* What is being asked
Transcribe, exactly and in full, every record shown below, while omitting its images.

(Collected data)
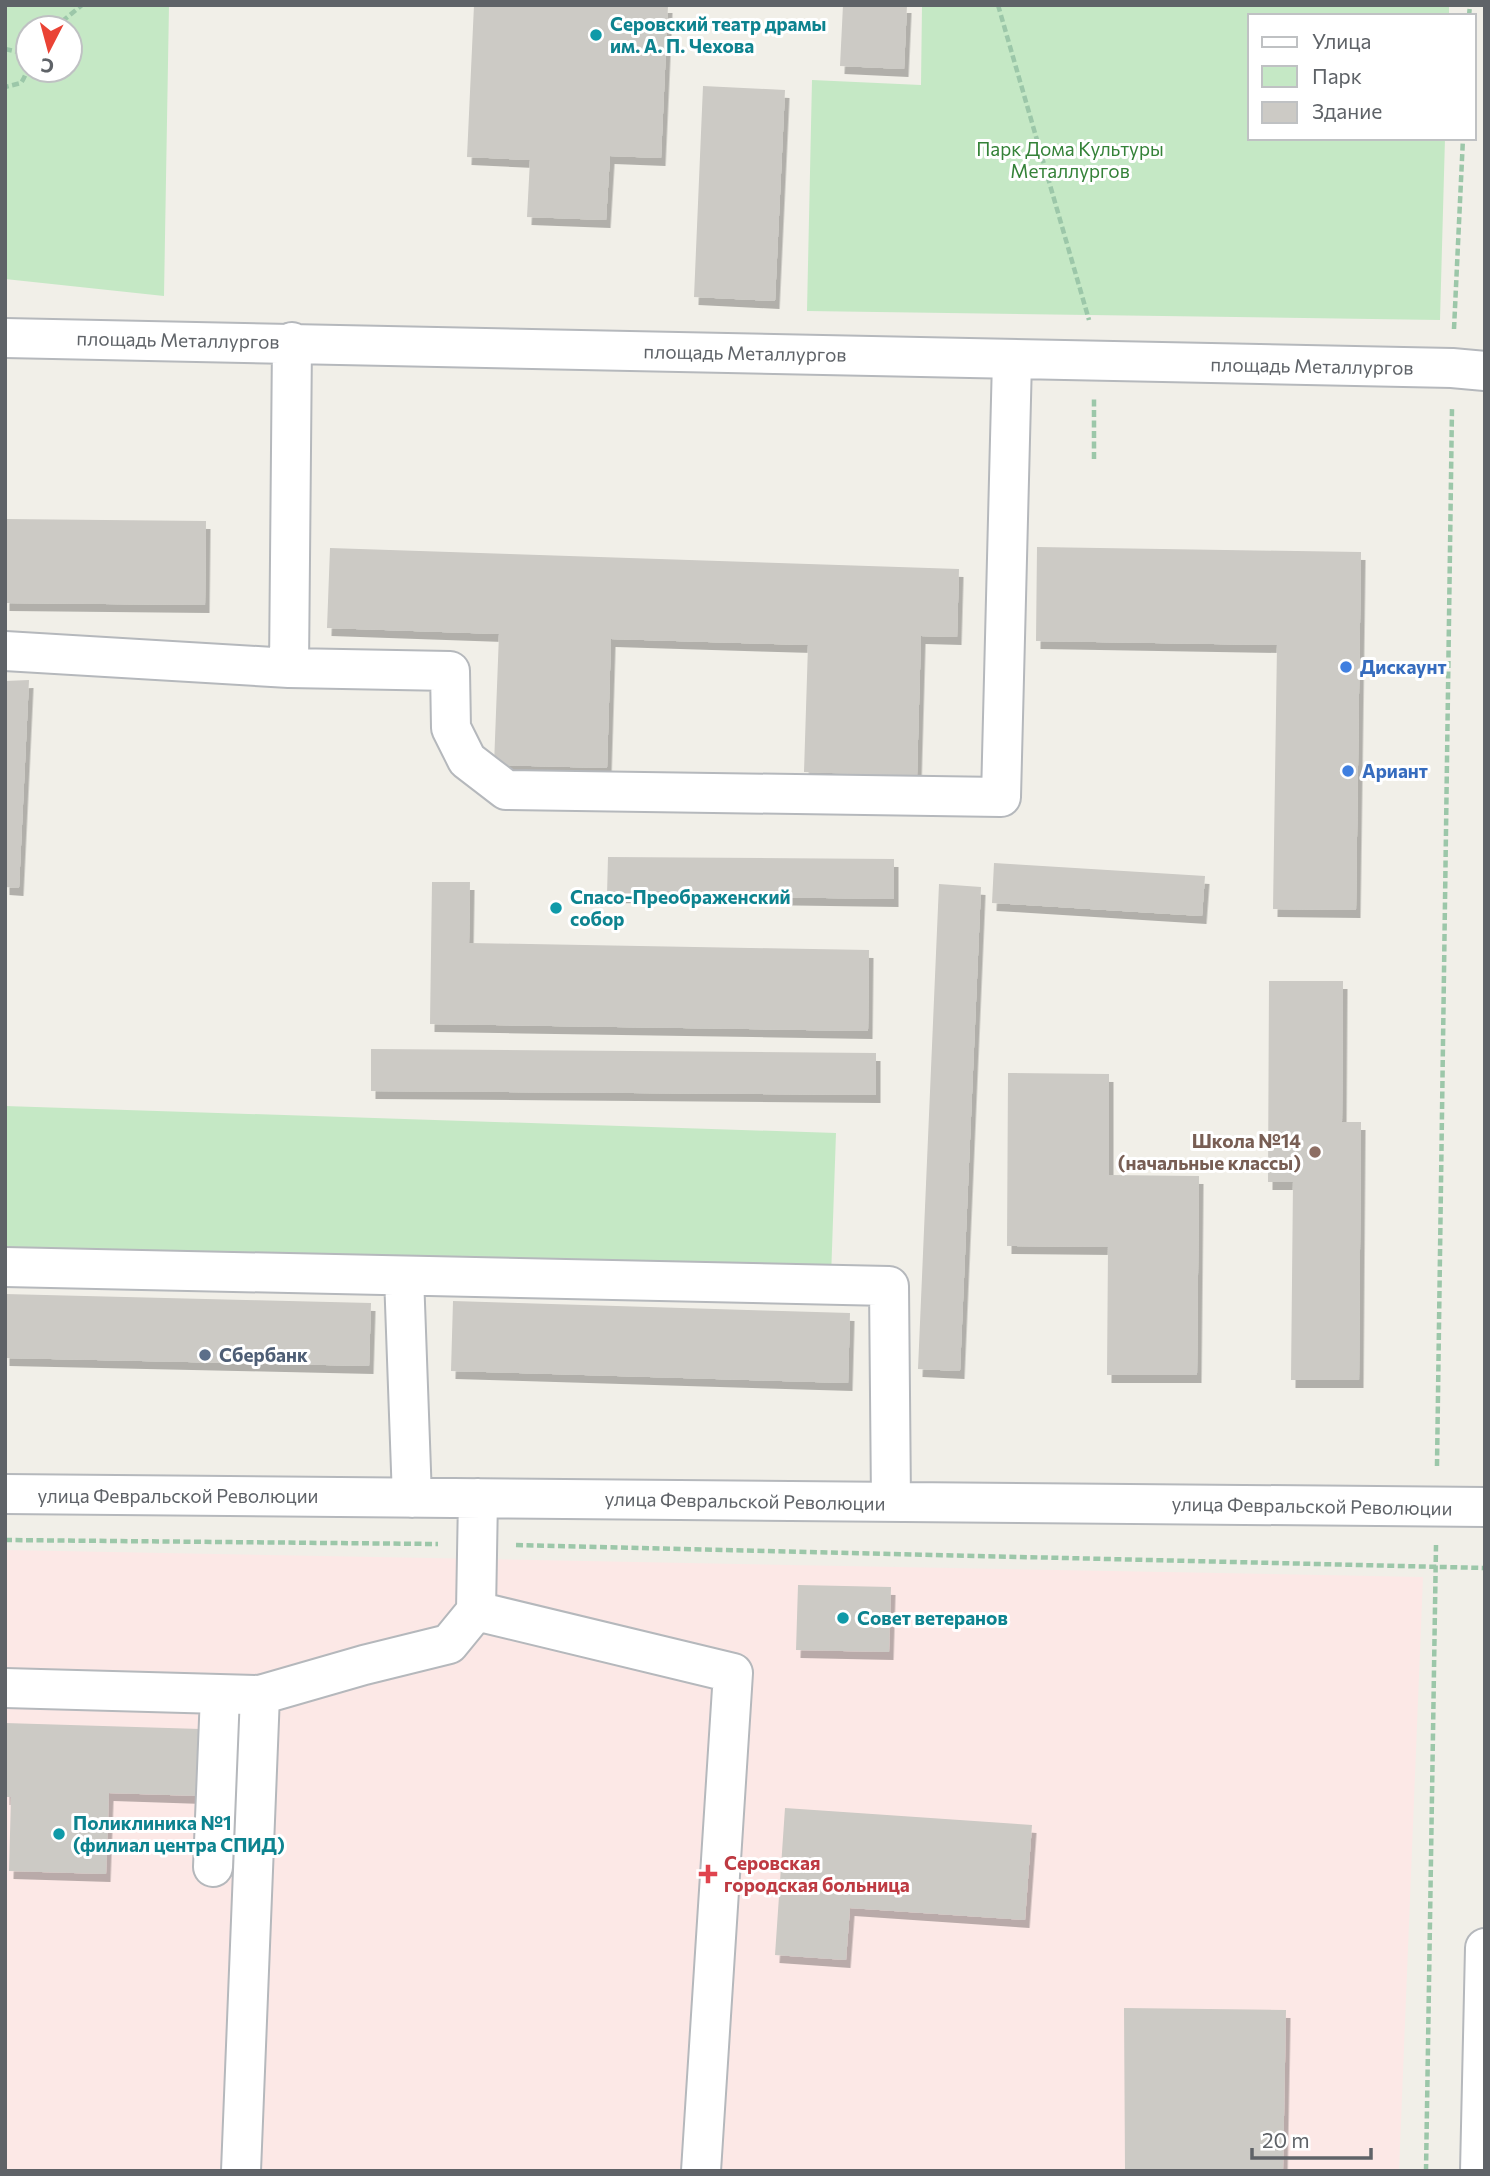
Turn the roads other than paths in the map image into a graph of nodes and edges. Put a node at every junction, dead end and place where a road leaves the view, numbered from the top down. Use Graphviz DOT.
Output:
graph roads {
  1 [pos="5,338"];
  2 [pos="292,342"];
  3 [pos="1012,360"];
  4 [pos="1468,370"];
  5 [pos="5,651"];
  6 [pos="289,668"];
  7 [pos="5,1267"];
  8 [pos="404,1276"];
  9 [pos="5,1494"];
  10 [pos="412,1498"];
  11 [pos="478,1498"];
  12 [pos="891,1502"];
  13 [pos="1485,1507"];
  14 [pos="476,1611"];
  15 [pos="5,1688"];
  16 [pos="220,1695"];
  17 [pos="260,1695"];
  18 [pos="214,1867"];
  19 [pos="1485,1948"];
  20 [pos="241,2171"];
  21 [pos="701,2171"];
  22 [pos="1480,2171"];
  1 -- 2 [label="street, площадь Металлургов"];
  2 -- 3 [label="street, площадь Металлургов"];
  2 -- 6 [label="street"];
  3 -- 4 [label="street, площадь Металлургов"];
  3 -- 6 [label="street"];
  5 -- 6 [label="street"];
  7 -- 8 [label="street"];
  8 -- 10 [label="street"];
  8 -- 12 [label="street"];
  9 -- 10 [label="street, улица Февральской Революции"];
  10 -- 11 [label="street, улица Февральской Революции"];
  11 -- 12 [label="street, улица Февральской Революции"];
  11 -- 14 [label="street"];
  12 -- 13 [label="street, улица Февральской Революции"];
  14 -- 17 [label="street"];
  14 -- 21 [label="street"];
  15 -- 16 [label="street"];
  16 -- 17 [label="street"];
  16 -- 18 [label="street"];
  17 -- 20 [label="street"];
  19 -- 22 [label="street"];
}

* Task result
Turn the roads other than paths in the map image into a graph of nodes and edges. Put a node at every junction, dead end and place where a road leaves the view, numbered from the top down. Use Graphviz DOT.
Output:
graph roads {
  1 [pos="5,338"];
  2 [pos="292,342"];
  3 [pos="1012,360"];
  4 [pos="1468,370"];
  5 [pos="5,651"];
  6 [pos="289,668"];
  7 [pos="5,1267"];
  8 [pos="404,1276"];
  9 [pos="5,1494"];
  10 [pos="412,1498"];
  11 [pos="478,1498"];
  12 [pos="891,1502"];
  13 [pos="1485,1507"];
  14 [pos="476,1611"];
  15 [pos="5,1688"];
  16 [pos="220,1695"];
  17 [pos="260,1695"];
  18 [pos="214,1867"];
  19 [pos="1485,1948"];
  20 [pos="241,2171"];
  21 [pos="701,2171"];
  22 [pos="1480,2171"];
  1 -- 2 [label="street, площадь Металлургов"];
  2 -- 3 [label="street, площадь Металлургов"];
  2 -- 6 [label="street"];
  3 -- 4 [label="street, площадь Металлургов"];
  3 -- 6 [label="street"];
  5 -- 6 [label="street"];
  7 -- 8 [label="street"];
  8 -- 10 [label="street"];
  8 -- 12 [label="street"];
  9 -- 10 [label="street, улица Февральской Революции"];
  10 -- 11 [label="street, улица Февральской Революции"];
  11 -- 12 [label="street, улица Февральской Революции"];
  11 -- 14 [label="street"];
  12 -- 13 [label="street, улица Февральской Революции"];
  14 -- 17 [label="street"];
  14 -- 21 [label="street"];
  15 -- 16 [label="street"];
  16 -- 17 [label="street"];
  16 -- 18 [label="street"];
  17 -- 20 [label="street"];
  19 -- 22 [label="street"];
}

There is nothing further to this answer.